# [What you should do]
Count each line below that has the word "index" in it, and give only the total.

⁂

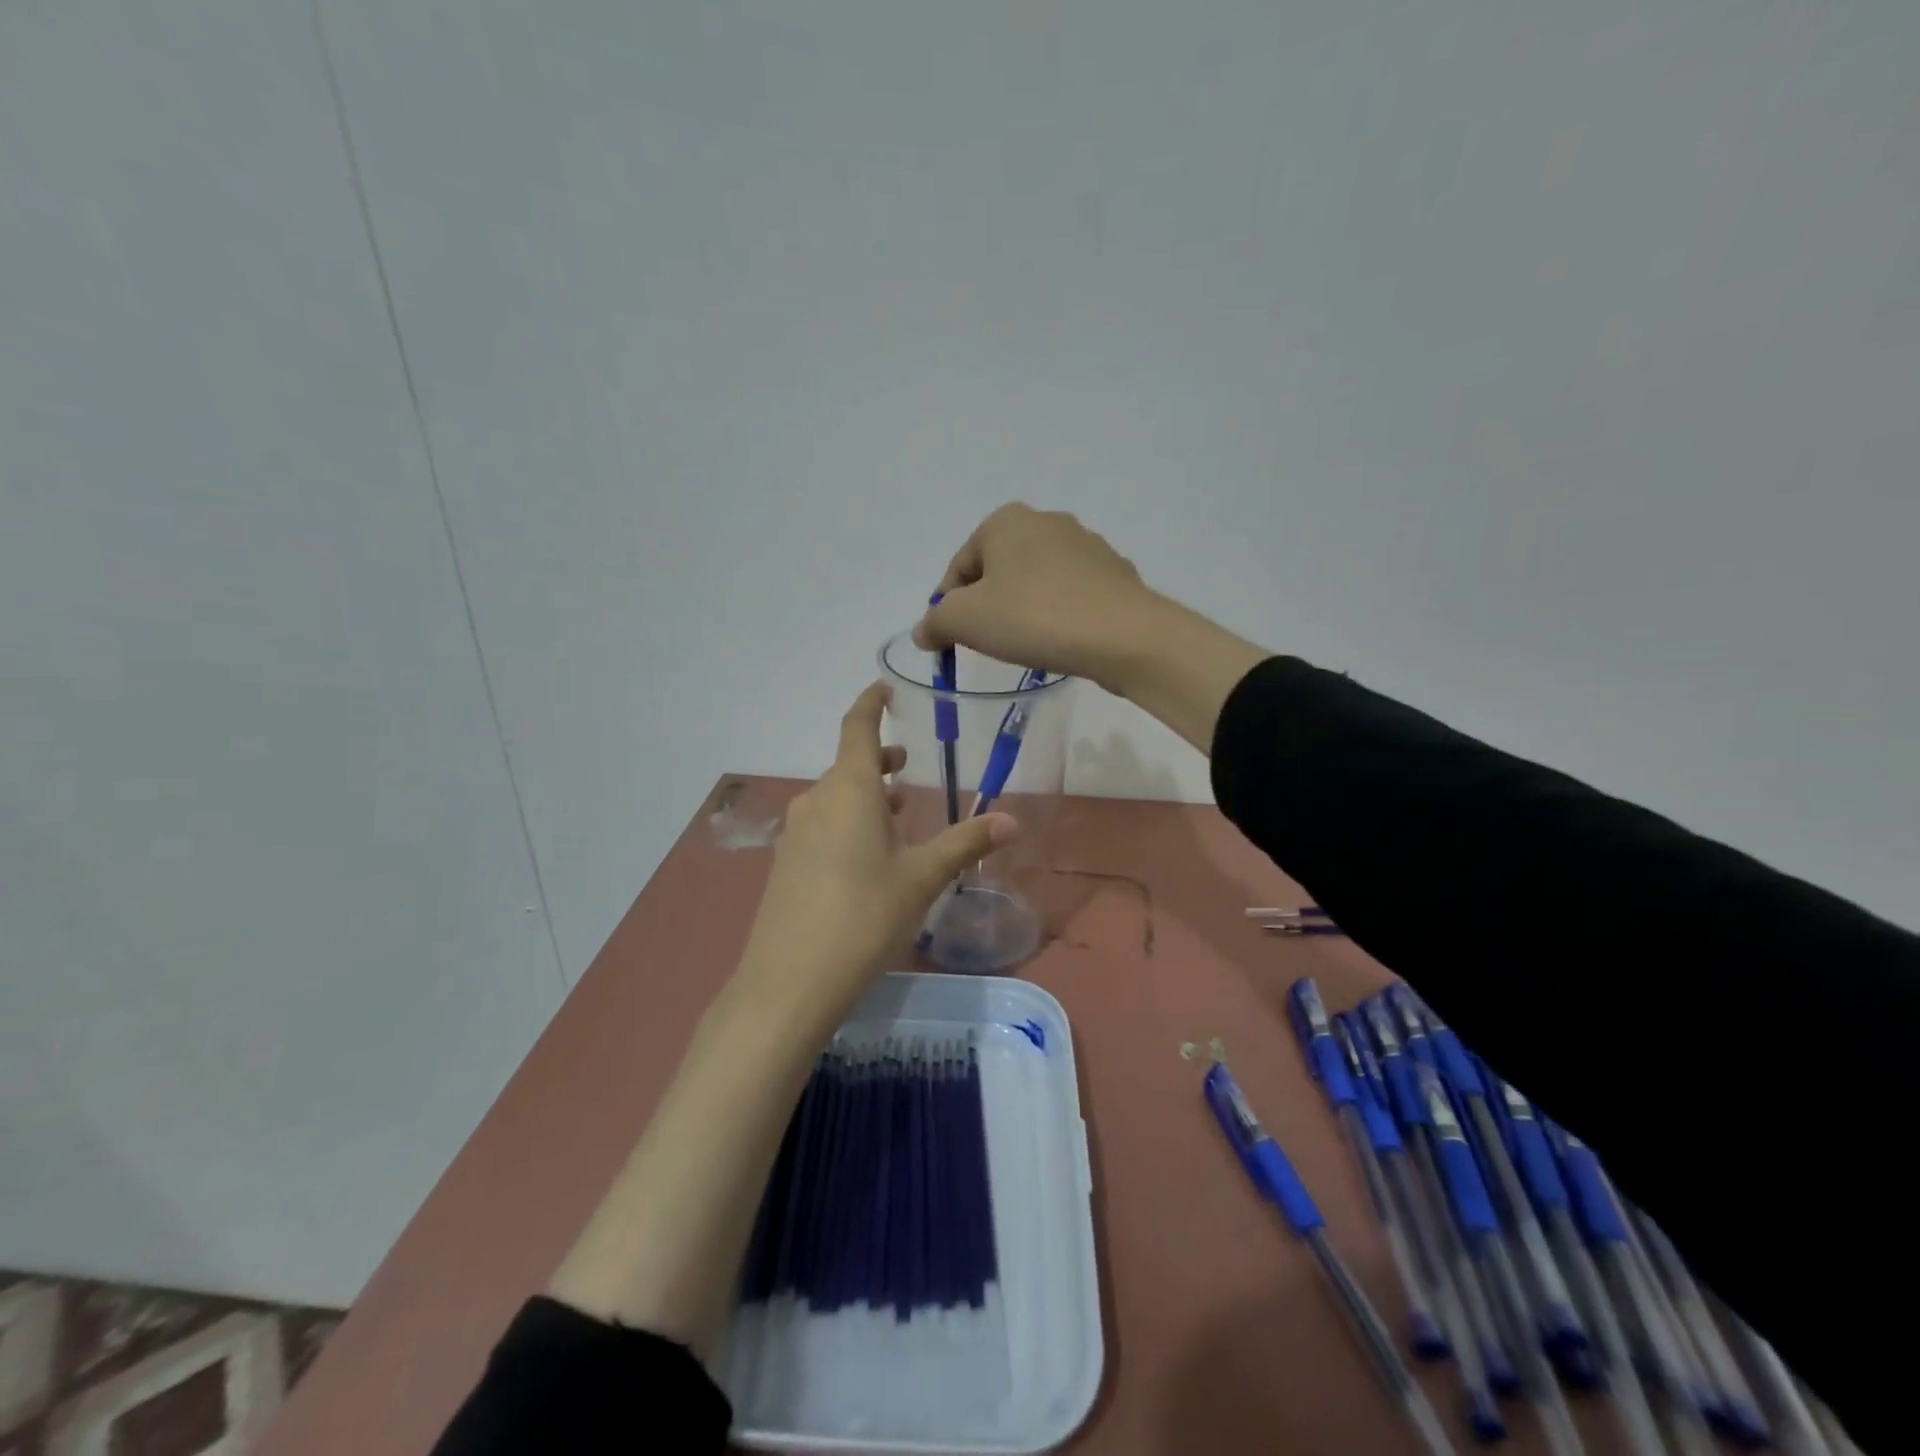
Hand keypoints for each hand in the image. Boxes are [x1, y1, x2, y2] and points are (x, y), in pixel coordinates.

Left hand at [732, 681, 1017, 1024]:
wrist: (790, 980)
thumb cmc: (864, 915)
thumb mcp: (922, 877)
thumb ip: (966, 843)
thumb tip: (1012, 820)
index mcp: (848, 789)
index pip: (857, 726)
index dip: (870, 703)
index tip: (883, 688)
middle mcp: (816, 800)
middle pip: (848, 765)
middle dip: (879, 760)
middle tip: (908, 764)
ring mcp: (795, 832)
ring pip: (835, 797)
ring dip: (866, 794)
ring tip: (898, 809)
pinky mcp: (787, 863)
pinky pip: (822, 824)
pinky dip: (848, 821)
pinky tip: (868, 854)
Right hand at [912, 504, 1159, 694]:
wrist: (1123, 636)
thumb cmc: (1033, 617)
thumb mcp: (965, 620)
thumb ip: (935, 622)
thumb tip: (924, 631)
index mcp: (1006, 521)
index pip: (959, 567)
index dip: (947, 607)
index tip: (950, 641)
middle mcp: (1047, 521)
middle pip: (997, 571)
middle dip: (986, 607)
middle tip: (987, 644)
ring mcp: (1086, 545)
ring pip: (1035, 582)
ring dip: (1022, 611)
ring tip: (1026, 646)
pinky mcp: (1114, 574)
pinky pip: (1069, 596)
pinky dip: (1057, 615)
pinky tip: (1060, 641)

⁂

# [Written solution]
8